EXTRACTED DATA ->
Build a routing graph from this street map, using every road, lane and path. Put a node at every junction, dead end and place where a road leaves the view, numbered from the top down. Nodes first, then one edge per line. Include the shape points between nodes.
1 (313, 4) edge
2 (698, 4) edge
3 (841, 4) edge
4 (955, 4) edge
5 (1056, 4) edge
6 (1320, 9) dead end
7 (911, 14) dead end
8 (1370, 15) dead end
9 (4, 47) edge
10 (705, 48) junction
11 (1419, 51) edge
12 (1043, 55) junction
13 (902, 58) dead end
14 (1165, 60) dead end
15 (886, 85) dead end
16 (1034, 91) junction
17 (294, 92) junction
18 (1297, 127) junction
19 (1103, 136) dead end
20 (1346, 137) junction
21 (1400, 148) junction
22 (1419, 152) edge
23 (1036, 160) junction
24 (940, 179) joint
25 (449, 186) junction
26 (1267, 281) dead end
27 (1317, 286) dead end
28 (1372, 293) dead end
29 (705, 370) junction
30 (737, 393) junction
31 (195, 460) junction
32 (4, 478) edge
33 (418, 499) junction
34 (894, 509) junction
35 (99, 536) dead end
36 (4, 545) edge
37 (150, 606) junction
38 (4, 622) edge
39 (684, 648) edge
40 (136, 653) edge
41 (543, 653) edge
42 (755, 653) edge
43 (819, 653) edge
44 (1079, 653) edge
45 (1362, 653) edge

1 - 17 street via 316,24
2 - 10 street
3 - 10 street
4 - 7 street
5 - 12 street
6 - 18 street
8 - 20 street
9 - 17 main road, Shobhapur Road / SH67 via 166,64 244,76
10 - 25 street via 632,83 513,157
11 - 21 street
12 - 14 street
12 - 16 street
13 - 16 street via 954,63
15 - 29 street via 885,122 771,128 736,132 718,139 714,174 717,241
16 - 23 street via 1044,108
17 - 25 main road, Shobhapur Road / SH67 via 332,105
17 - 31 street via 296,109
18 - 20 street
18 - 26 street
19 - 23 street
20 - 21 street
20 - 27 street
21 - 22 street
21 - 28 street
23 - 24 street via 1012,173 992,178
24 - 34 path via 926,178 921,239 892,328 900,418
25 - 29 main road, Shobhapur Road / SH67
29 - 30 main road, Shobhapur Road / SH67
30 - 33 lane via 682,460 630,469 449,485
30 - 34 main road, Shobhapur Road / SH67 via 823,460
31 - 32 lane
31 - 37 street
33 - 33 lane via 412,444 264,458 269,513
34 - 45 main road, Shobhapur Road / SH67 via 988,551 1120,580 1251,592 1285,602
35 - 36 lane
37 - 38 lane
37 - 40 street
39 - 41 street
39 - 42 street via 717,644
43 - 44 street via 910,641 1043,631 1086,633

PROBLEM DESCRIPTION ->
What is needed is an exact copy of all the records.

RESPONSE TO THE TASK ->
Build a routing graph from this street map, using every road, lane and path. Put a node at every junction, dead end and place where a road leaves the view, numbered from the top down. Nodes first, then one edge per line. Include the shape points between nodes.
1 (313, 4) edge
2 (698, 4) edge
3 (841, 4) edge
4 (955, 4) edge
5 (1056, 4) edge
6 (1320, 9) dead end
7 (911, 14) dead end
8 (1370, 15) dead end
9 (4, 47) edge
10 (705, 48) junction
11 (1419, 51) edge
12 (1043, 55) junction
13 (902, 58) dead end
14 (1165, 60) dead end
15 (886, 85) dead end
16 (1034, 91) junction
17 (294, 92) junction
18 (1297, 127) junction
19 (1103, 136) dead end
20 (1346, 137) junction
21 (1400, 148) junction
22 (1419, 152) edge
23 (1036, 160) junction
24 (940, 179) joint
25 (449, 186) junction
26 (1267, 281) dead end
27 (1317, 286) dead end
28 (1372, 293) dead end
29 (705, 370) junction
30 (737, 393) junction
31 (195, 460) junction
32 (4, 478) edge
33 (418, 499) junction
34 (894, 509) junction
35 (99, 536) dead end
36 (4, 545) edge
37 (150, 606) junction
38 (4, 622) edge
39 (684, 648) edge
40 (136, 653) edge
41 (543, 653) edge
42 (755, 653) edge
43 (819, 653) edge
44 (1079, 653) edge
45 (1362, 653) edge

1 - 17 street via 316,24
2 - 10 street
3 - 10 street
4 - 7 street
5 - 12 street
6 - 18 street
8 - 20 street
9 - 17 main road, Shobhapur Road / SH67 via 166,64 244,76
10 - 25 street via 632,83 513,157
11 - 21 street
12 - 14 street
12 - 16 street
13 - 16 street via 954,63
15 - 29 street via 885,122 771,128 736,132 718,139 714,174 717,241
16 - 23 street via 1044,108
17 - 25 main road, Shobhapur Road / SH67 via 332,105
17 - 31 street via 296,109
18 - 20 street
18 - 26 street
19 - 23 street
20 - 21 street
20 - 27 street
21 - 22 street
21 - 28 street
23 - 24 street via 1012,173 992,178
24 - 34 path via 926,178 921,239 892,328 900,418
25 - 29 main road, Shobhapur Road / SH67
29 - 30 main road, Shobhapur Road / SH67
30 - 33 lane via 682,460 630,469 449,485
30 - 34 main road, Shobhapur Road / SH67 via 823,460
31 - 32 lane
31 - 37 street
33 - 33 lane via 412,444 264,458 269,513
34 - 45 main road, Shobhapur Road / SH67 via 988,551 1120,580 1251,592 1285,602
35 - 36 lane
37 - 38 lane
37 - 40 street
39 - 41 street
39 - 42 street via 717,644
43 - 44 street via 910,641 1043,631 1086,633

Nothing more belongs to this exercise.